Thirty-one years after the first historic indigenous march for land and dignity, in 1990, this 11e march was, once again, for the defense of the territory. The marchers denounce the upsurge in invasions, with many faces: agribusiness, coca leaf cultivation, mining, gas or oil extraction projects. Their territories are subjugated with, according to them, the complicity of the government.
“Offensive of the settlers towards the eastern lands”
The latter tried to send emissaries. He was met with a categorical refusal. Indigenous leaders demanded a meeting with President Arce in person. As if to say that the hour is serious, and that no other authority could respond to their demands.
Among them, the repeal of 14 laws judged “Ecocides”. In particular, the “Incendiary decrees” which, according to Miguel Angel Valdivia, young Guarani and secretary general of the Parliament, “Open the way to the expansion of the agricultural frontier”, in particular by authorizing burning. Its uncontrolled practice had generated the fire and deforestation, in 2019, of 1.5 million hectares in Chiquitania, one of the largest dry forests in the world, regularly devastated by fire.
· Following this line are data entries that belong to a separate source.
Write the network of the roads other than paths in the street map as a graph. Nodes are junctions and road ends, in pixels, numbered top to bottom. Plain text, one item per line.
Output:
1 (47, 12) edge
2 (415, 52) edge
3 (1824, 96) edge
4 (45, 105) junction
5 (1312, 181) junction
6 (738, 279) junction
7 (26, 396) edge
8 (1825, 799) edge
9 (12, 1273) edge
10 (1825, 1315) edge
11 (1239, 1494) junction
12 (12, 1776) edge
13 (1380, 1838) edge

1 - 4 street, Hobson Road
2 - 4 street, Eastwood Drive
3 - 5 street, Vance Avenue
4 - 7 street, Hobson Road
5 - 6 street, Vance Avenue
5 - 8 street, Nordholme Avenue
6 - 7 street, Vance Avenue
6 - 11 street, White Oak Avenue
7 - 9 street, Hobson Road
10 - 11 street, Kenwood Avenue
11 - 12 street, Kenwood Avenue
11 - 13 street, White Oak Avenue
Lying in front of her tent, Ester Arteaga, from Chiquitania, accuses: “We are facing the offensive of the settlers towards the eastern lands. They are peasants, Brazilian companies, Mennonites [culte chrétien traditionaliste, issu de la Réforme protestante]. And INRA [Institut national de réforme agraire] Gives them title deeds to settle. We must walk so that they deign to recognize us land rights ”, says the young woman.